The ranked dot plot provides a full view of all states, ordered by offenses per school.

Most states cluster in the middle, roughly between 5 and 15 offenses per school. This suggests there is a common range where the majority of states fall. However, the top few states stand out clearly above this cluster.

Louisiana and Nevada are far ahead of the rest, followed by Georgia and the District of Columbia. There is a visible gap between these states and the majority, which makes the difference feel more significant.

At the lower end, states like Puerto Rico, North Dakota, and Hawaii have much lower values, indicating fewer incidents per school. This spread across the full ranking shows that school safety conditions are not evenly distributed.

Seeing all states together in one plot makes it easier to understand both the typical range and the outliers, which is harder to see in smaller subsets.

sorted_df = df.sort_values("Offenses per School")

colors = ["red" if s in top5_states.values else "gray" for s in sorted_df["State"]]

plt.figure(figsize=(9, 12))
plt.scatter(sorted_df["Offenses per School"], sorted_df["State"], c=colors)

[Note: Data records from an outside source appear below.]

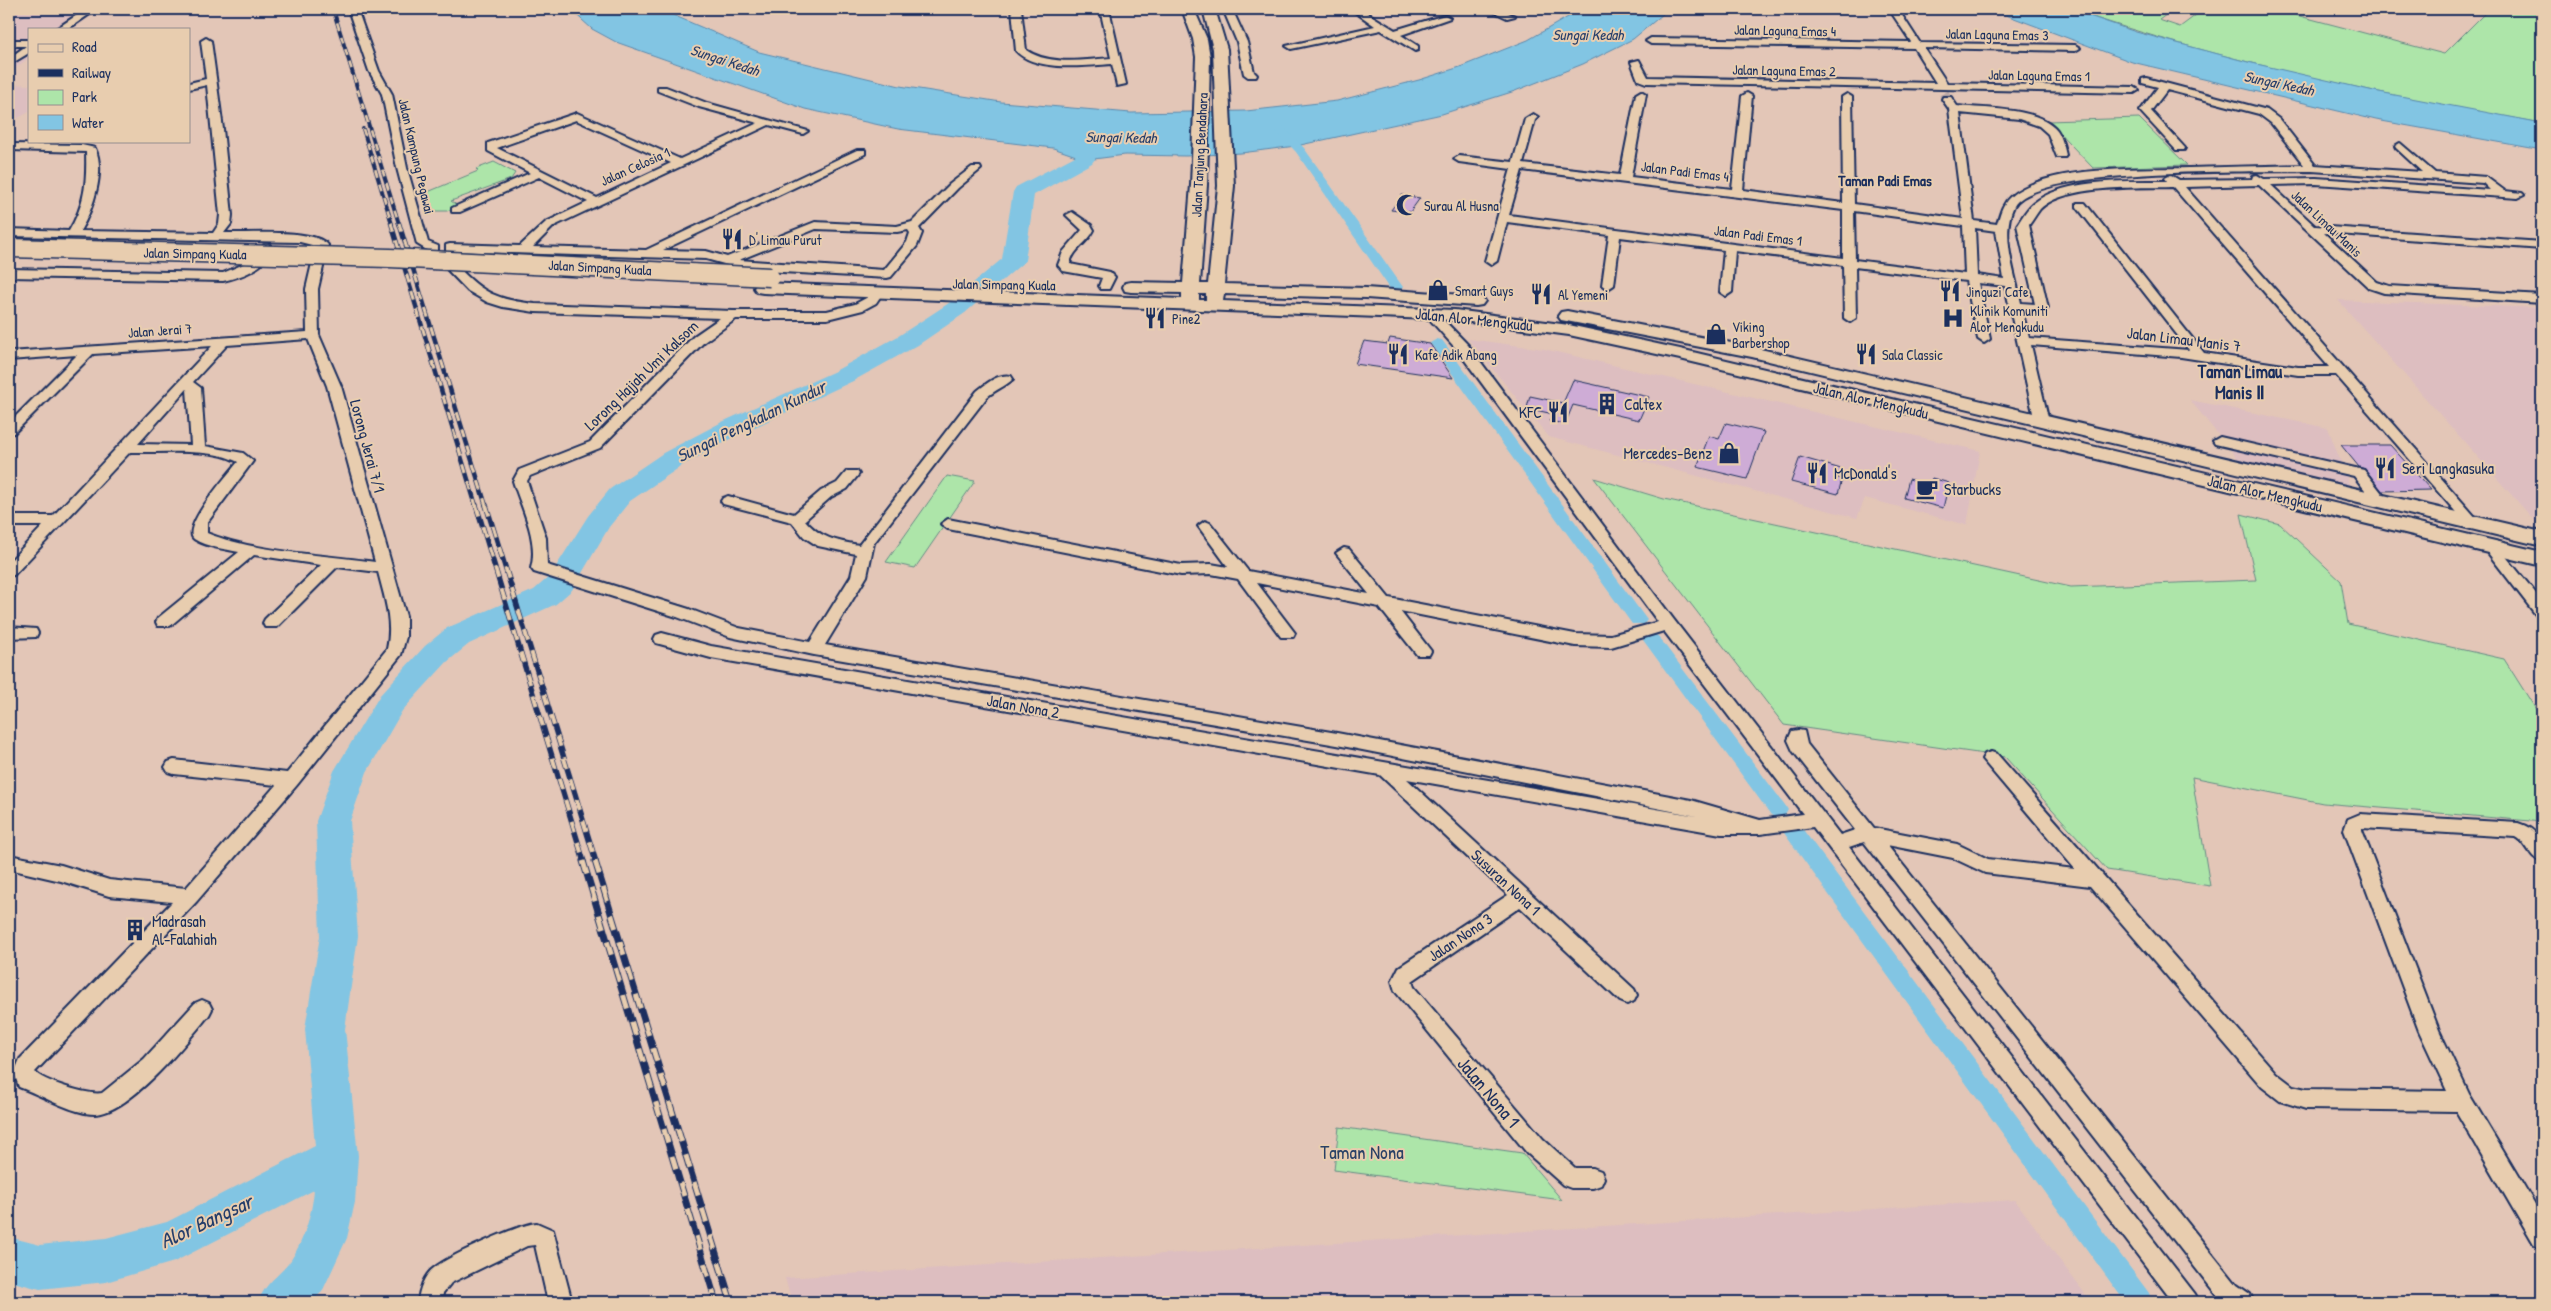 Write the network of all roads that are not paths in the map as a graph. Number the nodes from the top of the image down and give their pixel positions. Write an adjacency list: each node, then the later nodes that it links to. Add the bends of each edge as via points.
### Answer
1 (92, 9): 15 (street)
2 (352, 9): 86 (street, Jalan Kampung Pegawai, via 374,71 387,94 402,168 423,244)
3 (1016, 9): 29 (street, via 1024,55 1062,62)
4 (1105, 9): 29 (street)
5 (1188, 9): 92 (main road, Jalan Tanjung Bendahara, via 1202,48 1203,89)
6 (1213, 9): 93 (main road, Jalan Tanjung Bendahara, via 1222,76 1226,186)
7 (1226, 9): 32 (street, via 1242,42 1249,74)
8 (1355, 9): 16 (street)
9 (1493, 9): 13 (street)
10 (1894, 9): 25 (street)
11 (1933, 9): 12 (street)
12 (1967, 9)
13 (1510, 16)
14 (1445, 18): 19 (street)
15 (64, 28)
16 (1384, 28): 19 (street); 24 (street)
17 (9, 33): 18 (street)
18 (20, 33)
19 (1393, 34): 26 (street)
20 (206, 41): 33 (street)
21 (1651, 41): 25 (street, Jalan Laguna Emas 4)
22 (9, 43): 23 (street)
23 (28, 43)
24 (1291, 46)
25 (1919, 46): 27 (street, Jalan Laguna Emas 3); 41 (street)
26 (1415, 48)
27 (2075, 48)
28 (28, 49): 30 (street)
29 (1116, 60): 35 (street)
30 (9, 62)
31 (1636, 62): 41 (street, Jalan Laguna Emas 2, via 1642,78 1646,80)
32 (1252, 75)
33 (211, 81): 36 (street); 80 (street, via 226,215 225,224)
34 (2146, 81): 37 (street)
35 (1121, 84)
36 (190, 86)
37 (2164, 87): 48 (street, via 2145,111); 56 (street, via 2263,112 2275,121)
38 (662, 89): 45 (street)
39 (2134, 90): 41 (street, Jalan Laguna Emas 1)
40 (1641, 94): 61 (street)
41 (1949, 94): 51 (street, via 2043,123 2054,134); 73 (street)
42 (1747, 96): 64 (street)
43 (1847, 97): 69 (street)
44 (1533, 117): 54 (street)
45 (766, 123): 46 (street); 53 (street, Jalan Celosia 1)
46 (803, 131)
47 (2400, 146): 60 (street)
48 (2180, 148)
49 (11, 149): 79 (street, via 91,150 91,199 87,212)
50 (861, 152): 87 (street)
51 (2061, 155)
52 (1459, 158): 54 (street, Jalan Padi Emas 4)
53 (679, 163): 59 (street, via 577,116 492,145 492,150); 67 (street, Jalan Celosia 1)
54 (1517, 165): 61 (street, Jalan Padi Emas 4); 72 (street)
55 (2248, 168): 56 (street); 58 (street); 62 (street, Jalan Limau Manis)
56 (2312, 168): 60 (street)
57 (976, 169): 74 (street, via 940,199 924,219)
58 (2165, 170): 63 (street); 75 (street, via 2071,176 2038,185 2014,199)
59 (538, 174): 67 (street); 70 (street)
60 (2431, 175): 65 (street, via 2486,180)
61 (1625, 178): 64 (street, Jalan Padi Emas 4)
62 (2261, 182): 63 (street); 65 (street, via 2324,182); 76 (street, Jalan Limau Manis)
63 (2175, 183): 110 (street, via 2090,187 2052,197 2037,206 2023,225 2042,308); 121 (street)
64 (1737, 192): 69 (street, Jalan Padi Emas 4)
65 (2502, 194): 66 (street)
66 (2518, 195)
67 (594, 201): 85 (street, Jalan Celosia 1, via 550,224)
68 (2081, 205): 120 (street)
69 (1850, 207): 73 (street, Jalan Padi Emas 4); 91 (street)
70 (456, 210)
71 (1072, 214): 103 (street, via 1088,230 1068,254 1064,265 1106,275)
72 (1502, 218): 77 (street, Jalan Padi Emas 1); 90 (street)
73 (1969, 223): 75 (street, Jalan Padi Emas 4); 95 (street)
74 (912, 226): 89 (street, via 897,229 815,225); 97 (street, via 916,233 912,243)
75 (2000, 228): 98 (street)
76 (2312, 229): 82 (street); 101 (street, Jalan Limau Manis)
77 (1615, 232): 83 (street, Jalan Padi Emas 1); 100 (street)
78 (9, 233): 79 (street)
79 (72, 235): 80 (street)
80 (216, 237): 81 (street)
81 (267, 237): 94 (street, via 269,247 259,261 243,271 223,277); 114 (street, via 310,238 321,243 312,289)
82 (2542, 245)
83 (1730, 246): 91 (street, Jalan Padi Emas 1); 106 (street)
84 (9, 248): 96 (main road, Jalan Simpang Kuala, bridge, via 592,265)
85 (524, 249): 86 (street); 87 (street)
86 (442, 251): 112 (street, via 473,290 508,305)
87 (650, 252): 89 (street, via 706,255)
88 (9, 259): 96 (main road, Jalan Simpang Kuala)
89 (730, 260): 97 (street, via 755,267)
90 (1491, 261)
91 (1849, 262): 95 (street, Jalan Padi Emas 1); 113 (street)
92 (1193, 266): 103 (main road, via 1170,276); 107 (main road, Jalan Tanjung Bendahara)
93 (1216, 266): 105 (main road, via 1232,282); 108 (main road, Jalan Tanjung Bendahara)
94 (9, 273)
95 (1971, 277): 98 (street, Jalan Padi Emas 1); 115 (street)
96 (767, 282): 97 (main road, Jalan Simpang Kuala)
97 (885, 282): 104 (main road, Jalan Simpang Kuala); 112 (street, via 872,300 860,307 827,315)
98 (2010, 283): 110 (street)
99 (9, 284): 102 (street)
100 (1608, 285)
101 (2373, 285): 109 (street, via 2388,290)
102 (109, 286)
103 (1112, 286): 104 (main road, Jalan Simpang Kuala); 107 (main road, Jalan Simpang Kuala)
104 (1000, 290): 107 (main road, Jalan Simpang Kuala)
105 (1248, 290): 108 (main road, Jalan Alor Mengkudu); 124 (main road, Jalan Alor Mengkudu, via 1445,298 1608,322 1752,352)
106 (1726, 292)
107 (1190, 296): 108 (main road, Jalan Alor Mengkudu)
108 (1214, 297): 111 (main road, Jalan Alor Mengkudu)
109 (2542, 299)
110 (2015, 306): 117 (street)
111 (1431, 314): 131 (main road, Jalan Alor Mengkudu, via 1569,330); 156 (street, via 1463,348)
112 (734, 315): 161 (street, Lorong Hajjah Umi Kalsom, via 699,339 600,441 530,469 520,480 544,569 736,633)
113 (1850, 318)
114 (313, 335): 116 (street, Jalan Jerai 7); 149 (street, Lorong Jerai 7/1, via 334,386)
115 (1984, 339)
116 (223, 341): 118 (street, Jalan Jerai 7); 123 (street)
117 (2023, 341): 120 (street, Jalan Limau Manis 7); 124 (street)
118 (90, 350): 119 (street, Jalan Jerai 7); 125 (street)
119 (9, 356)
120 (2200, 356): 121 (street, Jalan Limau Manis 7, via 2272,368)
121 (2340, 371): 139 (street)
122 (1006, 379): 145 (street, via 982,394)
123 (186, 383): 129 (street); 130 (street, via 194,388 198,445)
124 (2042, 422): 126 (main road, Jalan Alor Mengkudu)
125 (9, 430)
126 (2084, 431): 131 (main road, via 2072,433 2070,438); 132 (main road, Jalan Alor Mengkudu)
127 (2220, 441): 128 (street)
128 (2236, 445): 132 (street); 135 (street, via 2359,473)
129 (126, 448): 130 (street); 138 (street)
130 (195, 449): 144 (street, via 238,455 246,461 200,522 199,535 218,543)
131 (2090, 451): 143 (main road, Jalan Alor Mengkudu)
132 (2239, 468): 135 (main road, Jalan Alor Mengkudu)
133 (852, 474): 136 (street, via 842,486 826,494)
134 (728, 501): 136 (street)
135 (2381, 501): 139 (main road, Jalan Alor Mengkudu)
136 (797, 519): 145 (street, via 816,540)
137 (9, 521): 138 (street)
138 (56, 521): 150 (street)
139 (2473, 523): 142 (main road, Jalan Alor Mengkudu)
140 (948, 524): 151 (street, via 1181,570 1212,569)
141 (1205, 526): 151 (street)
142 (2542, 539)
143 (2490, 546): 147 (main road, Jalan Alor Mengkudu); 153 (street)
144 (252, 550): 148 (street); 154 (street)
145 (864, 550): 161 (street, via 859,576)
146 (1344, 553): 152 (street)
147 (2542, 559)
148 (334, 561): 149 (street); 155 (street)
149 (384, 568): 167 (street, via 398,616 395,650)
150 (9, 571)
151 (1242, 575): 152 (street); 159 (street)
152 (1386, 604): 156 (street, via 1593,642 1611,641); 162 (street)
153 (2542, 612)
154 (164, 622)
155 (271, 624)
156 (1668, 624): 168 (street)
157 (9, 632): 158 (street)
158 (30, 634)
159 (1287, 634)
160 (662, 639): 166 (street, Jalan Nona 2, via 711,652)
161 (814, 648): 169 (street, via 1338,739 1690,806)
162 (1423, 651)
163 (1798, 736): 170 (street, via 1799,746)
164 (1991, 759): 174 (street)
165 (174, 767): 167 (street)
166 (1385, 769): 169 (street, Jalan Nona 2, via 1721,827); 176 (street, Susuran Nona 1)
167 (291, 780): 175 (street)
168 (1816, 819): 169 (street, Jalan Nona 2); 171 (street)
169 (1760, 827)
170 (1868, 834): 171 (street); 174 (street, via 1958,851 1985,866); 186 (street, via 2230,1293)
171 (1836, 843): 185 (street)
172 (2542, 855): 180 (street, via 2529,836 2518,830 2360,821 2354,824 2353,830 2429,1031)
173 (9, 862): 175 (street, via 61,872 109,888)
174 (2094, 879): 180 (street, via 2269,1080 2287,1094 2306,1100)
175 (190, 896): 179 (street, via 27,1066 26,1080 96,1105 112,1100 151,1066)
176 (1521, 896): 177 (street, Jalan Nona 3, via 1406,973); 178 (street, Susuran Nona 1)
177 (1402, 981): 181 (street, Jalan Nona 1, via 1405,992 1535,1146 1571,1178)
178 (1626, 995)
179 (202, 1010)
180 (2462, 1101): 182 (street)
181 (1593, 1178)
182 (2542, 1237)
183 (430, 1302): 184 (street, via 435,1283 443,1275 525,1235 538,1234 545,1238)
184 (560, 1302)
185 (2187, 1302)
186 (2242, 1302)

plt.title("Offenses per School by State (Ranked)", pad=15)
plt.xlabel("Offenses per School")

plt.yticks(fontsize=8);

plt.tight_layout()
plt.show()


Conclusion

Across all visualizations, a consistent pattern emerges. While total incidents are highest in large states, adjusting for the number of schools reveals a different story.

A small group of states, including Louisiana, Nevada, Georgia, and the District of Columbia, repeatedly appear as having higher levels of incidents relative to their size. These states are not just outliers in one visualization, but across multiple perspectives. At the same time, most states fall within a moderate range, suggesting that there is a general baseline level of school-related incidents. The differences become most meaningful when looking at how far certain states rise above that baseline.

This matters because it changes how school safety should be understood and addressed. Focusing only on total incidents can hide where problems are more concentrated within individual schools. By shifting to a per-school perspective, it becomes clearer where students and staff may be experiencing these issues more frequently in their day-to-day environments.

This also has practical implications. It suggests that resources, policy decisions, and prevention efforts should be more targeted rather than evenly distributed. States that consistently appear above expected levels may benefit from more focused attention, while others may require different approaches.

More broadly, this analysis shows that how a problem is measured directly affects how it is interpreted. Looking beyond totals to consider concentration provides a clearer and more useful understanding of school-related incidents, which ultimately supports more informed decision making.